True, there was no real need for me to meet her. Our correspondence to this point consisted of me passing on the details for her car service to a reading, her informing me that the venue had changed, and me arranging and passing on new details.
But she’s seen me cc’d on emails. And apparently my supervisor has relayed some of my thoughts on her manuscripts or said my name enough times or something that made the author decide to include it in her book’s acknowledgments. So probably it would have been courteous for me to have introduced myself and told her how much I (really do) admire her work.
The idea of authorship has always seemed somewhat nebulous to me. When I was younger, I read every Babysitters Club book I could get my hands on, and I did recognize the author’s name on each cover. But I never imagined Ann M. Martin doing anything except producing those books. I learned better after I entered the world of publishing—I learned she was, in fact, a real person; met lots of people who were friends with her; and even saw her in the office once. (Also I learned many of the BSC books were ghost-written. Surprisingly, that discovery made me a little sad. Ah, disillusionment.)
Even the fan mail we receive from young readers seems odd—I’ve never been interested in meeting or corresponding with the writers of books I love. J.K. Rowling was possibly the first author I acknowledged as a real person, probably because her Cinderella story was so widely publicized. But authors like Robin McKinley, whose gorgeous fantasy novels I’ve been reading since middle school and whose newest I pre-ordered and who, I’ve discovered, blogs regularly about her non-writing activities like playing carillon bells—you know what? I just want to read her books.
I suspect this is sort of selfish. Like I’m not letting authors exist outside their body of work, not interested in finding out what they like or giving them space to share who they are.* I’m relegating Robin McKinley to what I want to know about her—the worlds and characters she builds in her novels. Because whether it’s for better or for worse, the experience of interaction would change how I think about her.
When I studied in England, I met Philip Pullman; he was working the register at an OxFam bookshop for a charity event. He signed and then sold me a copy of The Subtle Knife. But every time I look at his signature, or at the photo my friend took of the two of us trying to chat, all I can think of is how strange it was.
I’m trying to think what to compare this to, and I’m coming up short. Maybe it’s similar to actors. We want to know all the little details about their lives, where they get their coffee, what they wear to yoga class. But the sweaty post-yoga actor isn’t necessarily intending to share that image of herself with the world.
Writers who blog, or who go on book tours, or who work registers at bookstores, are sharing that side of themselves with the world.
I’m not sure what to do about this phobia. It’s true that I have had at least a couple of experiences where the breaking of that wall has been good. For instance, I now have regular phone conversations with the author of a book I loved in ninth grade. We talk about her chickens and her grandson, and it’s very sweet. And at the last Festival of Faith and Writing, I spontaneously went to a poetry reading where Susanna Childress, whose name I didn’t know before, made me cry with one of her poems. I bought her book. I know I wouldn’t have picked it up otherwise.
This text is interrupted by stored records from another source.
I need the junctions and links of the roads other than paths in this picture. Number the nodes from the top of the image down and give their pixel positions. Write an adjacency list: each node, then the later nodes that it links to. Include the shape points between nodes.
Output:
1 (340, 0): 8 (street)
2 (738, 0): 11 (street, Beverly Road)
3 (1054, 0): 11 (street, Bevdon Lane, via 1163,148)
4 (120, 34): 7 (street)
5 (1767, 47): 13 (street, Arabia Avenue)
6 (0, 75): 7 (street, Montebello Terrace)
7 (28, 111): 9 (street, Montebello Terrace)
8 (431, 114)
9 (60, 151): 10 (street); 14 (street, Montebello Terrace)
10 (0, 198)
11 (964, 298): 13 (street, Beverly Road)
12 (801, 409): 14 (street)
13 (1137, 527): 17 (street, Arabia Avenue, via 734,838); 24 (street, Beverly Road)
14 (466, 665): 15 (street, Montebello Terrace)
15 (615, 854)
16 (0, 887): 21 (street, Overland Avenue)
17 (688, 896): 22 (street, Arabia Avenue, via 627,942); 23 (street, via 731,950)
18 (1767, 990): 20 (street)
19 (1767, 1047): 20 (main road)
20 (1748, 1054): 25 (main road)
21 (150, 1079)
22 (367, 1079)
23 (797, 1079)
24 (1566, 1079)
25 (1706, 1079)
But I just don’t want to meet Robin McKinley. I want to protect the impression I have in my head. I want to keep adoring her books in and of themselves. As I haven’t yet had the chance to hide from her, this isn’t an issue I must resolve within myself at this moment.
But the authors I work with? Regardless of how intimidated I am, I can at least give them the chance to match a face to my name.
*I am speaking purely from the standpoint of a reader, not addressing the fact that literary analysis mostly involves examining the text as it stands rather than assigning authorial intent.
After graduating with an English degree, Amy (Allen) Frieson (’10) moved to New York City and spent several exhilarating years working in children’s book publishing. Now, she works as a career consultant and has much more time for writing, reading, wandering the city, cooking non-vegetarian meals (a new thing), dreaming about apartment renovations, and leading worship along with her husband at their NYC CRC.